I have always liked reading and pubs, and reading in pubs. By reading I mean sitting alone in a corner of the pub with a pint of bitter and a good book, not the Good Book – that might attract unwelcome attention. There are several conditions to be met. The pub should be quiet, and music-free. It should have few customers, and these also quiet and dotted around the smallish bar at a fairly unsocial equidistance from each other. Any conversation should be infrequent and sotto voce, limited perhaps to the names of racehorses or someone who hasn’t been in lately because he died last week. The best time is after two o’clock, when the lunchtimers have returned to work or afternoon telly. There is at least one such place remaining. It is called The Green Man and is situated in a rural West Midlands village.
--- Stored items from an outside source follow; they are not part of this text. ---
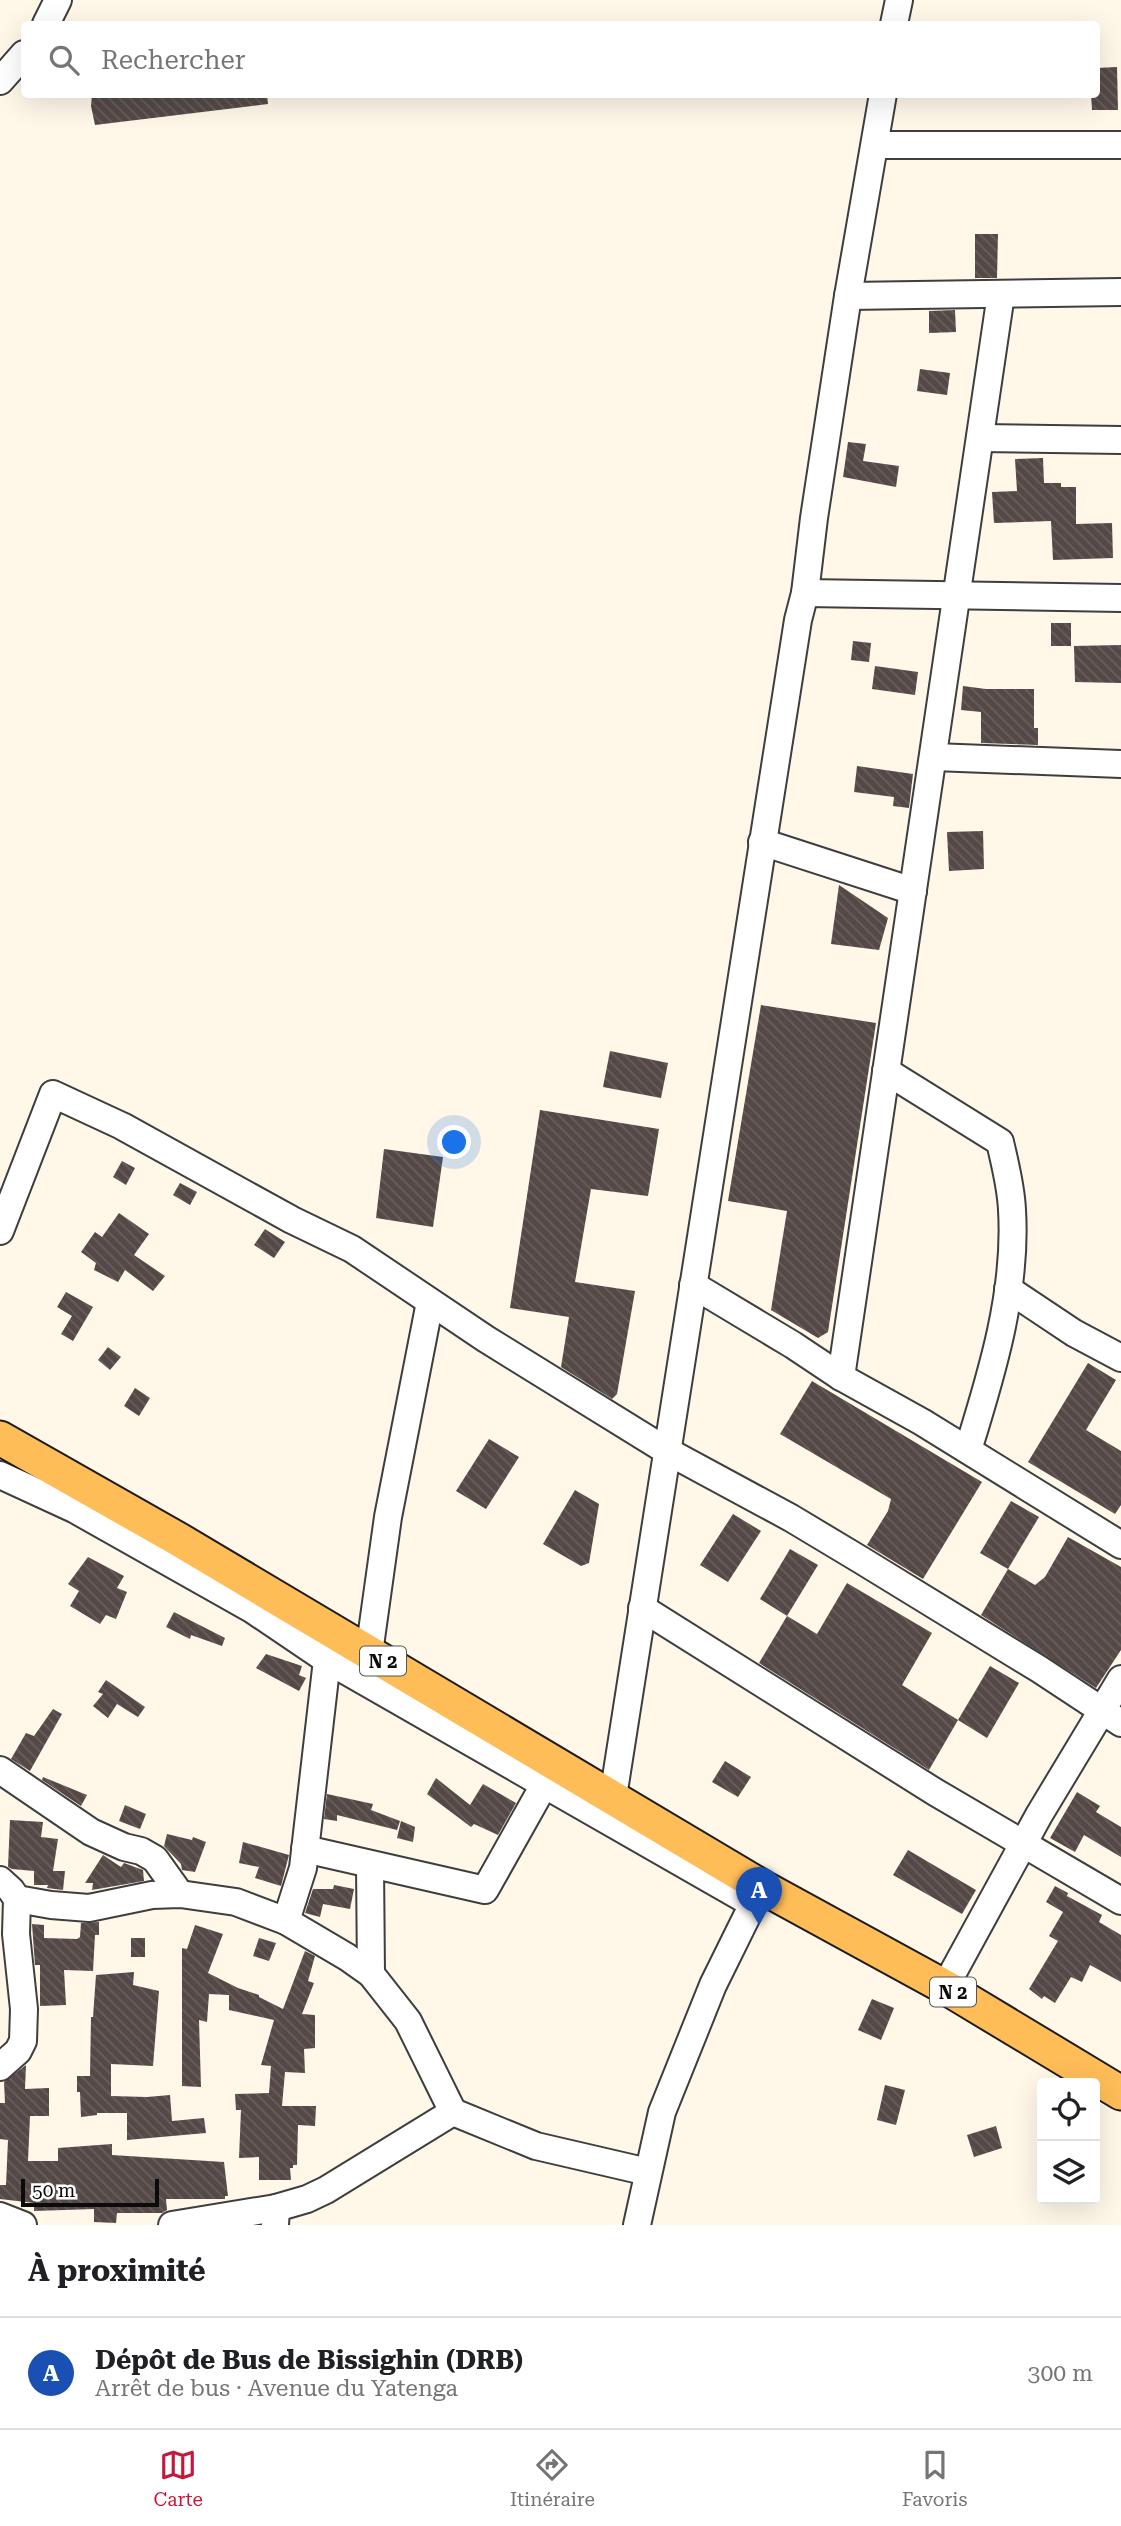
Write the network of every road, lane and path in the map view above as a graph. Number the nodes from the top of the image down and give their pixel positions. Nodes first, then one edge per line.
1 (58, 0) edge
2 (899, 0) edge
3 (48, 21) edge
4 (895, 21) edge
5 (21, 57) edge
6 (0, 81) edge
7 (882, 98) edge
8 (875, 145) junction
9 (1121, 145) edge
10 (1121, 292) edge
11 (1001, 294) junction
12 (848, 296) junction
13 (980, 438) junction
14 (1121, 440) edge
15 (805, 593) junction
16 (957, 596) junction
17 (1121, 598) edge
18 (934, 757) junction
19 (1121, 764) edge
20 (762, 842) junction
21 (913, 891) junction
22 (886, 1071) junction
23 (0, 1231) edge
24 (693, 1285) junction
25 (1009, 1289) junction
26 (430, 1302) junction
27 (1121, 1358) edge
28 (841, 1377) junction
29 (0, 1438) edge
30 (968, 1450) junction
31 (667, 1451) junction
32 (0, 1475) edge
33 (1121, 1545) edge
34 (642, 1608) junction
35 (369, 1653) junction
36 (327, 1660) junction
37 (1121, 1679) edge
38 (1111, 1717) edge
39 (3, 1783) edge
40 (544, 1785) junction
41 (612, 1797) junction
42 (1023, 1843) junction
43 (305, 1849) junction
44 (370, 1865) junction
45 (9, 1889) edge
46 (180, 1894) junction
47 (766, 1896) junction
48 (1121, 1901) edge
49 (286, 1921) junction
50 (371, 1974) junction
51 (944, 1987) junction
52 (0, 2067) edge
53 (1121, 2093) edge
54 (453, 2112) junction
55 (648, 2172) junction
56 (0, 2216) edge
57 (276, 2216) edge
58 (23, 2225) edge
59 (172, 2225) edge
60 (637, 2225) edge

1 - 3 street
2 - 4 street
5 - 6 street
7 - 8 street
8 - 9 street
8 - 12 street
10 - 11 street
11 - 12 street
11 - 13 street
12 - 15 street
13 - 14 street
13 - 16 street
15 - 16 street
15 - 20 street
16 - 17 street
16 - 18 street
18 - 19 street
18 - 21 street
20 - 21 street
20 - 24 street
21 - 22 street
22 - 25 street
22 - 28 street
23 - 26 street
24 - 28 street
24 - 31 street
25 - 27 street
25 - 30 street
26 - 31 street
26 - 35 street
28 - 30 street
29 - 35 main road, N 2
30 - 33 street
31 - 34 street
31 - 38 street
32 - 36 street
34 - 41 street
34 - 42 street
35 - 41 main road, N 2
36 - 40 street
36 - 43 street
37 - 38 street
38 - 42 street
39 - 46 street
40 - 44 street
40 - 47 street
41 - 47 main road, N 2
42 - 48 street
42 - 51 street
43 - 44 street
43 - 49 street
44 - 50 street
45 - 46 street
45 - 52 street
46 - 49 street
47 - 51 main road, N 2
47 - 55 street
49 - 50 street
50 - 54 street
51 - 53 main road, N 2
54 - 55 street
54 - 57 street
55 - 60 street
56 - 58 street
57 - 59 street

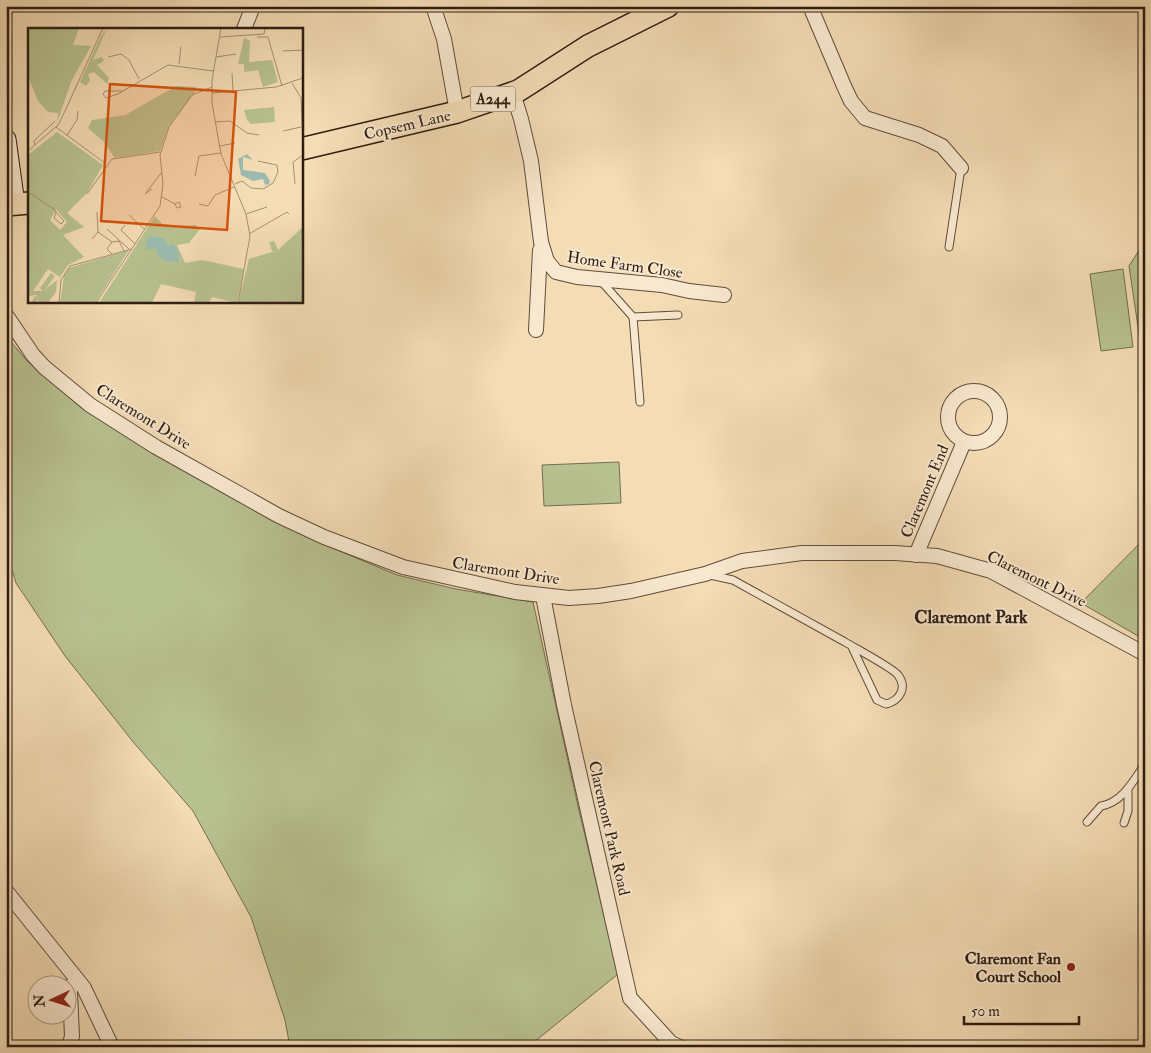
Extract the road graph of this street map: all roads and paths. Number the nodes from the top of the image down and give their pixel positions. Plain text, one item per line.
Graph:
1 (253, 6) edge
2 (433, 6) edge
3 (668, 6) edge
4 (810, 6) edge
5 (244, 28) edge
6 (512, 93) junction
7 (457, 112) junction
8 (6, 139) edge
9 (302, 149) edge
10 (961, 168) joint
11 (17, 204) edge
12 (541, 242) junction
13 (950, 248) dead end
14 (599, 279) junction
15 (724, 295) dead end
16 (6, 315) edge
17 (678, 315) dead end
18 (633, 317) junction
19 (536, 330) dead end
20 (640, 402) dead end
21 (964, 442) dead end
22 (916, 554) junction
23 (705, 574) junction
24 (543, 596) junction
25 (852, 647) junction
26 (1145, 654) edge
27 (1145, 764) edge
28 (1128, 789) junction
29 (1087, 822) dead end
30 (1124, 823) dead end
31 (6, 891) edge
32 (54, 950) junction
33 (63, 976) edge
34 (72, 1026) edge
35 (674, 1046) edge
36 (69, 1047) edge
37 (112, 1047) edge

1 - 5 street
2 - 7 street
3 - 6 main road, Copsem Lane / A244
4 - 10 street
6 - 7 main road, Copsem Lane / A244
6 - 12 street, Home Farm Close
7 - 9 main road, Copsem Lane / A244
8 - 11 street
10 - 13 lane
12 - 14 street, Home Farm Close
12 - 19 street, Home Farm Close
14 - 15 street, Home Farm Close
14 - 18 lane
16 - 24 street, Claremont Drive
17 - 18 lane
18 - 20 lane
21 - 22 street, Claremont End
22 - 23 street, Claremont Drive
22 - 26 street, Claremont Drive
23 - 24 street, Claremont Drive
23 - 25 lane
24 - 35 street, Claremont Park Road
25 - 25 lane
27 - 28 lane
28 - 29 lane
28 - 30 lane
31 - 32 street
32 - 33 street
32 - 37 street
34 - 36 street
I am not going to name the village, because the brewery will immediately swoop and render it intolerable. As it is, it still has a public bar, a saloon bar, a snug and a small walled garden. It was in this garden that, fittingly, I first read Kingsley Amis’s novel The Green Man.

This is almost the perfect pub book. It is set in a pub, its protagonist is the publican, it is an effective and exciting thriller, a ghost story, a social satire full of wit, a sombre reflection on the fragility of love and life, and the only novel I know in which God makes a personal appearance.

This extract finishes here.